**Stored items from a collection:**
⁂

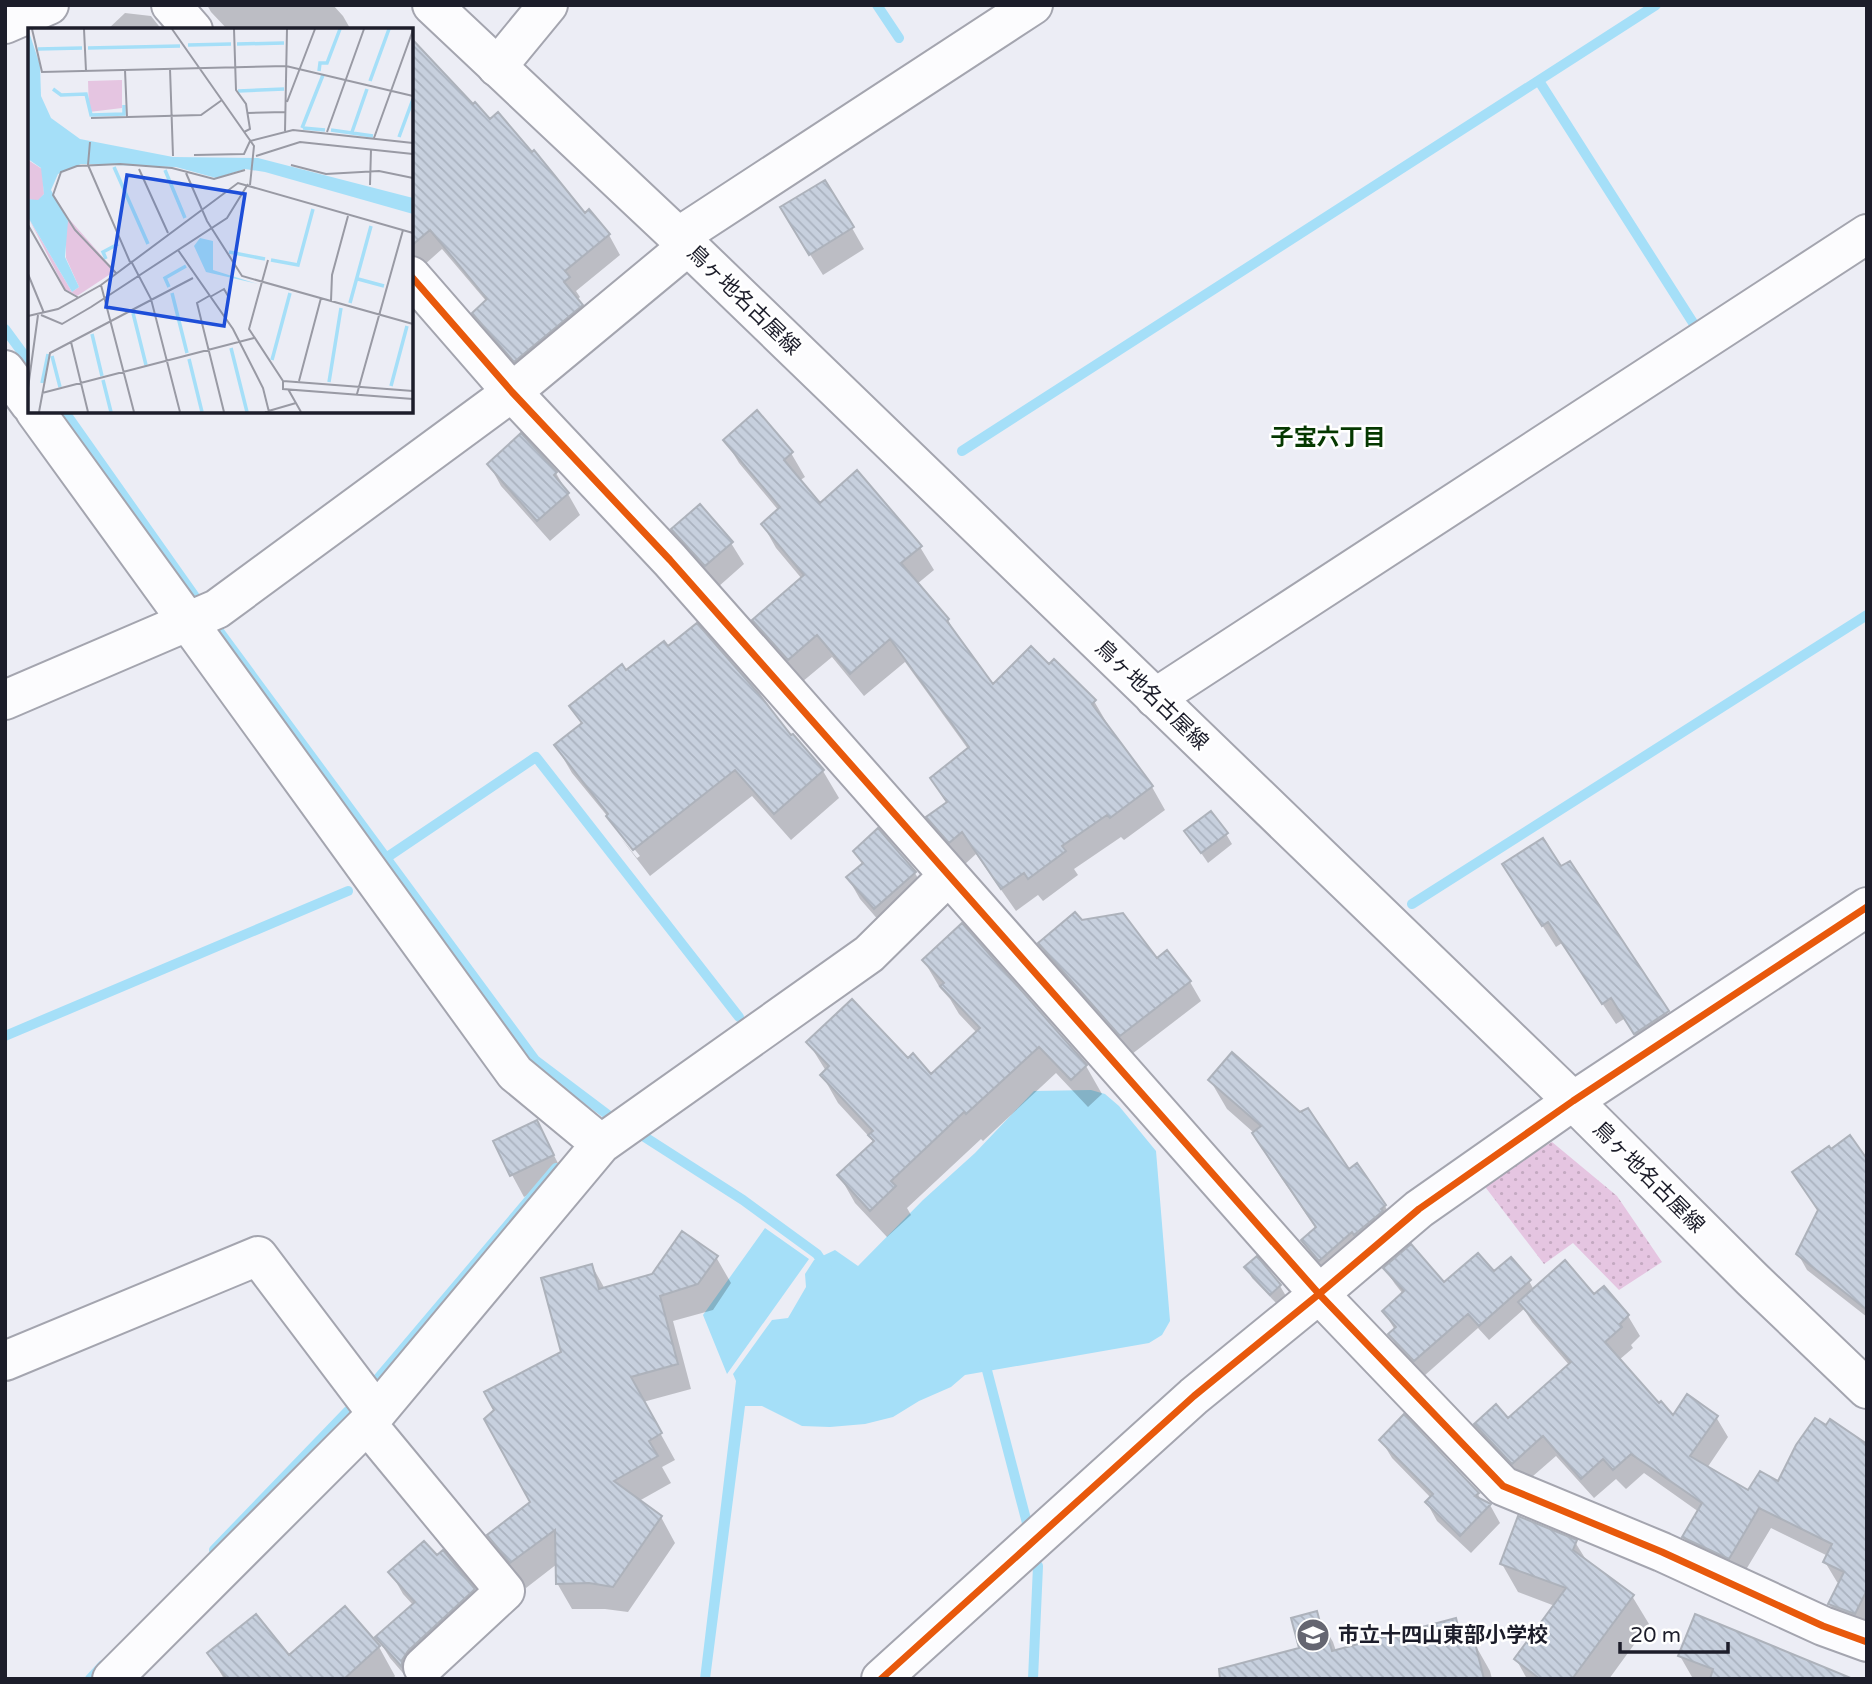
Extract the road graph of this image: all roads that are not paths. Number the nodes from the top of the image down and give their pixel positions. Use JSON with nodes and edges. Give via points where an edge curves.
{"nodes":[{"id":1,"x":49,"y":5,"type":"edge"},
{"id":2,"x":171,"y":5,"type":"edge"},
{"id":3,"x":432,"y":5,"type":"edge"},
{"id":4,"x":548,"y":5,"type":"edge"},
{"id":5,"x":1033,"y":5,"type":"edge"},
{"id":6,"x":5,"y":24,"type":"edge"},
{"id":7,"x":191,"y":28,"type":"edge"},
{"id":8,"x":497,"y":67,"type":"junction"},
{"id":9,"x":1867,"y":234,"type":"edge"},
{"id":10,"x":683,"y":241,"type":"junction"},
{"id":11,"x":413,"y":278,"type":"edge"},
{"id":12,"x":5,"y":370,"type":"edge"},
{"id":13,"x":512,"y":392,"type":"junction"},
{"id":14,"x":28,"y":401,"type":"edge"},
{"id":15,"x":36,"y":413,"type":"edge"},
{"id":16,"x":188,"y":622,"type":"junction"},
{"id":17,"x":1155,"y":698,"type":"junction"},
{"id":18,"x":5,"y":700,"type":"edge"},
{"id":19,"x":948,"y":876,"type":"junction"},
{"id":20,"x":1867,"y":906,"type":"edge"},
{"id":21,"x":1573,"y":1101,"type":"junction"},
{"id":22,"x":601,"y":1144,"type":"junction"},
{"id":23,"x":1319,"y":1294,"type":"junction"},
{"id":24,"x":5,"y":1362,"type":"edge"},
{"id":25,"x":1867,"y":1389,"type":"edge"},
{"id":26,"x":372,"y":1418,"type":"junction"},
{"id":27,"x":1867,"y":1642,"type":"edge"},
{"id":28,"x":424,"y":1667,"type":"dead end"},
{"id":29,"x":112,"y":1679,"type":"edge"},
{"id":30,"x":881,"y":1679,"type":"edge"}],
"edges":[{"from":1,"to":6,"type":"street"},
{"from":2,"to":7,"type":"street"},
{"from":3,"to":8,"type":"street","name":"鳥ヶ地名古屋線"},
{"from":4,"to":8,"type":"street"},
{"from":5,"to":10,"type":"street"},
{"from":8,"to":10,"type":"street","name":"鳥ヶ地名古屋線"},
{"from":9,"to":17,"type":"street"},
{"from":10,"to":13,"type":"street"},
{"from":10,"to":17,"type":"street","name":"鳥ヶ地名古屋線"},
{"from":11,"to":13,"type":"street"},
{"from":12,"to":14,"type":"street"},
{"from":13,"to":16,"type":"street","via":[[217,609]]},
{"from":13,"to":19,"type":"street","via":[[670,559]]},
{"from":15,"to":16,"type":"street"},
{"from":16,"to":18,"type":"street"},
{"from":16,"to":22,"type":"street","via":[[515,1073]]},
{"from":17,"to":21,"type":"street","name":"鳥ヶ地名古屋線"},
{"from":19,"to":22,"type":"street","via":[[869,954]]},
{"from":19,"to":23,"type":"street"},
{"from":20,"to":21,"type":"street"},
{"from":21,"to":23,"type":"street","via":[[1419,1209]]},
{"from":21,"to":25,"type":"street","name":"鳥ヶ地名古屋線"},
{"from":22,"to":26,"type":"street"},
{"from":23,"to":27,"type":"street","via":[[1503,1486]]},
{"from":23,"to":30,"type":"street","via":[[1195,1396]]},
{"from":24,"to":26,"type":"street","via":[[258,1256]]},
{"from":26,"to":28,"type":"street","via":[[505,1591]]},
{"from":26,"to":29,"type":"street"}]}
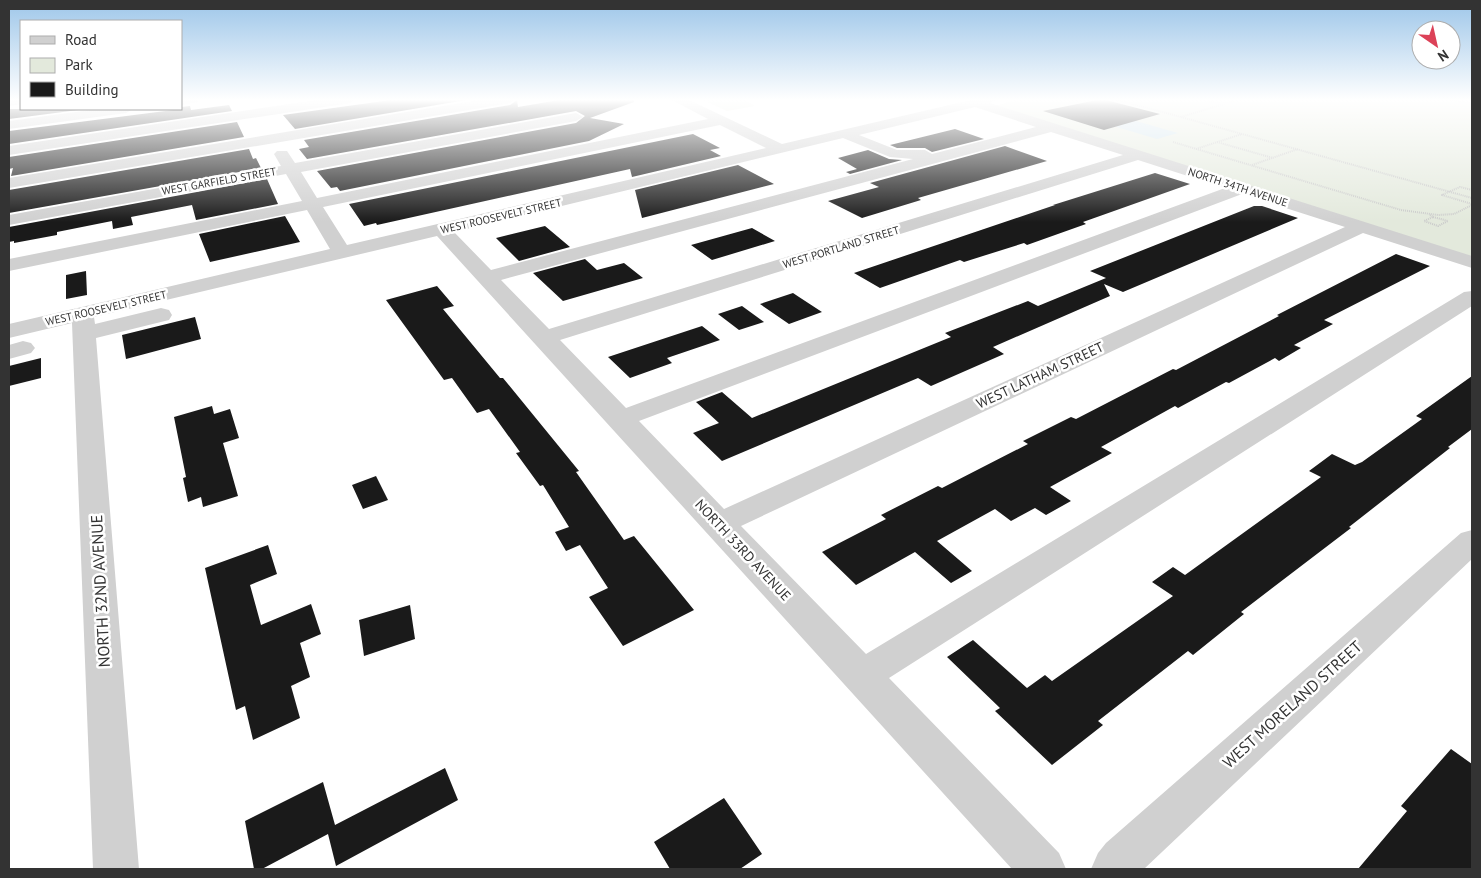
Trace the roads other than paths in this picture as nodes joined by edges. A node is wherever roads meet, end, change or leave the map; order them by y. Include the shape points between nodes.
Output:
1 (81, 140) edge
2 (266, 140) edge
3 (273, 140) edge
4 (447, 140) edge
5 (629, 140) edge
6 (762, 140) edge
7 (820, 140) edge
8 (860, 140) edge
9 (980, 140) edge
10 (1003, 140) edge
11 (1092, 140) edge
12 (781, 149) junction
13 (9, 151) edge
14 (1138, 155) junction
15 (290, 168) junction
16 (9, 183) edge
17 (1241, 188) junction
18 (564, 201) junction
19 (313, 205) junction
20 (584, 216) dead end
21 (9, 220) edge
22 (1361, 227) junction
23 (442, 230) junction
24 (342, 253) junction
25 (1472, 262) edge
26 (9, 265) edge
27 (487, 278) junction
28 (1472, 297) edge
29 (84, 324) junction
30 (544, 338) junction
31 (13, 344) edge
32 (620, 419) junction
33 (719, 524) junction
34 (1472, 541) edge
35 (862, 676) junction
36 (116, 869) edge
37 (1043, 869) edge
38 (1114, 869) edge

1 - 13 street
2 - 16 street
3 - 15 street
4 - 15 street, WEST GARFIELD STREET
5 - 19 street
6 - 12 street
7 - 12 street, WEST ROOSEVELT STREET
8 - 9 street via 895,154 924,155
10 - 27 street
11 - 14 street, NORTH 34TH AVENUE
12 - 18 street, WEST ROOSEVELT STREET
14 - 17 street, NORTH 34TH AVENUE
14 - 30 street, WEST PORTLAND STREET
15 - 19 street
15 - 21 street, WEST GARFIELD STREET
17 - 22 street, NORTH 34TH AVENUE
17 - 32 street
18 - 20 street
18 - 23 street, WEST ROOSEVELT STREET
19 - 24 street
19 - 26 street
22 - 25 street, NORTH 34TH AVENUE
22 - 33 street, WEST LATHAM STREET
23 - 24 street, WEST ROOSEVELT STREET
23 - 27 street, NORTH 33RD AVENUE
24 - 29 street, WEST ROOSEVELT STREET via 236,278 241,293 234,297 169,303
27 - 30 street, NORTH 33RD AVENUE
28 - 35 street
29 - 31 street, WEST ROOSEVELT STREET
29 - 36 street, NORTH 32ND AVENUE
30 - 32 street, NORTH 33RD AVENUE
32 - 33 street, NORTH 33RD AVENUE
33 - 35 street, NORTH 33RD AVENUE
34 - 38 street, WEST MORELAND STREET via 1122,858
35 - 37 street, NORTH 33RD AVENUE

⁂

**DIRECTIONS:**
Copy the entries exactly. Leave the pictures out.

**EXERCISE RESPONSE:**
Extract the road graph of this image: all roads that are not paths. Number the nodes from the top of the image down and give their pixel positions. Use JSON with nodes and edges. Give via points where an edge curves.
{"nodes":[{"id":1,"x":49,"y":5,"type":"edge"},
{"id":2,"x":171,"y":5,"type":"edge"},
{"id":3,"x":432,"y":5,"type":"edge"},
{"id":4,"x":548,"y":5,"type":"edge"},
{"id":5,"x":1033,"y":5,"type":"edge"},
{"id":6,"x":5,"y":24,"type":"edge"},
{"id":7,"x":191,"y":28,"type":"edge"},
{"id":8,"x":497,"y":67,"type":"junction"},
{"id":9,"x":1867,"y":234,"type":"edge"},
{"id":10,"x":683,"y":241,"type":"junction"},
{"id":11,"x":413,"y":278,"type":"edge"},
{"id":12,"x":5,"y":370,"type":"edge"},
{"id":13,"x":512,"y":392,"type":"junction"},
{"id":14,"x":28,"y":401,"type":"edge"},
{"id":15,"x":36,"y":413,"type":"edge"},
{"id":16,"x":188,"y":622,"type":"junction"},
{"id":17,"x":1155,"y":698,"type":"junction"},
{"id":18,"x":5,"y":700,"type":"edge"},
{"id":19,"x":948,"y":876,"type":"junction"},
{"id":20,"x":1867,"y":906,"type":"edge"},
{"id":21,"x":1573,"y":1101,"type":"junction"},
{"id":22,"x":601,"y":1144,"type":"junction"},
{"id":23,"x":1319,"y":1294,"type":"junction"},
{"id":24,"x":5,"y":1362,"type":"edge"},
{"id":25,"x":1867,"y":1389,"type":"edge"},
{"id":26,"x":372,"y":1418,"type":"junction"},
{"id":27,"x":1867,"y":1642,"type":"edge"},
{"id":28,"x":424,"y":1667,"type":"dead end"},
{"id":29,"x":112,"y":1679,"type":"edge"},
{"id":30,"x":881,"y":1679,"type":"edge"}],
"edges":[{"from":1,"to":6,"type":"street"},
{"from":2,"to":7,"type":"street"},
{"from":3,"to":8,"type":"street","name":"鳥ヶ地名古屋線"},
{"from":4,"to":8,"type":"street"},
{"from":5,"to":10,"type":"street"},
{"from":8,"to":10,"type":"street","name":"鳥ヶ地名古屋線"},
{"from":9,"to":17,"type":"street"},
{"from":10,"to":13,"type":"street"},
{"from":10,"to":17,"type":"street","name":"鳥ヶ地名古屋線"},
{"from":11,"to":13,"type":"street"},
{"from":12,"to":14,"type":"street"},
{"from":13,"to":16,"type":"street","via":[[217,609]]},
{"from":13,"to":19,"type":"street","via":[[670,559]]},
{"from":15,"to":16,"type":"street"},
{"from":16,"to":18,"type":"street"},
{"from":16,"to":22,"type":"street","via":[[515,1073]]},
{"from":17,"to":21,"type":"street","name":"鳥ヶ地名古屋線"},
{"from":19,"to":22,"type":"street","via":[[869,954]]},
{"from":19,"to":23,"type":"street"},
{"from":20,"to":21,"type":"street"},
{"from":21,"to":23,"type":"street","via":[[1419,1209]]},
{"from":21,"to":25,"type":"street","name":"鳥ヶ地名古屋線"},
{"from":22,"to":26,"type":"street"},
{"from":23,"to":27,"type":"street","via":[[1503,1486]]},
{"from":23,"to":30,"type":"street","via":[[1195,1396]]},
{"from":24,"to":26,"type":"street","via":[[258,1256]]},
{"from":26,"to":28,"type":"street","via":[[505,1591]]},
{"from":26,"to":29,"type":"street"}]}
Trace the roads other than paths in this picture as nodes joined by edges. A node is wherever roads meet, end, change or leave the map; order them by y. Include the shape points between nodes.
Output:
1 (81, 140) edge
2 (266, 140) edge
3 (273, 140) edge
4 (447, 140) edge
5 (629, 140) edge
6 (762, 140) edge
7 (820, 140) edge
8 (860, 140) edge
9 (980, 140) edge
10 (1003, 140) edge
11 (1092, 140) edge
12 (781, 149) junction
13 (9, 151) edge
14 (1138, 155) junction
15 (290, 168) junction
16 (9, 183) edge
17 (1241, 188) junction
18 (564, 201) junction
19 (313, 205) junction
20 (584, 216) dead end
21 (9, 220) edge
22 (1361, 227) junction
23 (442, 230) junction
24 (342, 253) junction
25 (1472, 262) edge
26 (9, 265) edge
27 (487, 278) junction
28 (1472, 297) edge
29 (84, 324) junction
30 (544, 338) junction
31 (13, 344) edge
32 (620, 419) junction
33 (719, 524) junction
34 (1472, 541) edge
35 (862, 676) junction
36 (116, 869) edge
37 (1043, 869) edge
38 (1114, 869) edge

1 - 13 street
2 - 16 street
3 - 15 street
4 - 15 street, WEST GARFIELD STREET
5 - 19 street
6 - 12 street
7 - 12 street, WEST ROOSEVELT STREET
8 - 9 street via 895,154 924,155
10 - 27 street
11 - 14 street, NORTH 34TH AVENUE
12 - 18 street, WEST ROOSEVELT STREET
14 - 17 street, NORTH 34TH AVENUE
14 - 30 street, WEST PORTLAND STREET
15 - 19 street
15 - 21 street, WEST GARFIELD STREET
17 - 22 street, NORTH 34TH AVENUE
17 - 32 street
18 - 20 street
18 - 23 street, WEST ROOSEVELT STREET
19 - 24 street
19 - 26 street
22 - 25 street, NORTH 34TH AVENUE
22 - 33 street, WEST LATHAM STREET
23 - 24 street, WEST ROOSEVELT STREET
23 - 27 street, NORTH 33RD AVENUE
24 - 29 street, WEST ROOSEVELT STREET via 236,278 241,293 234,297 169,303
27 - 30 street, NORTH 33RD AVENUE
28 - 35 street
29 - 31 street, WEST ROOSEVELT STREET
29 - 36 street, NORTH 32ND AVENUE
30 - 32 street, NORTH 33RD AVENUE
32 - 33 street, NORTH 33RD AVENUE
33 - 35 street, NORTH 33RD AVENUE
34 - 38 street, WEST MORELAND STREET via 1122,858
35 - 37 street, NORTH 33RD AVENUE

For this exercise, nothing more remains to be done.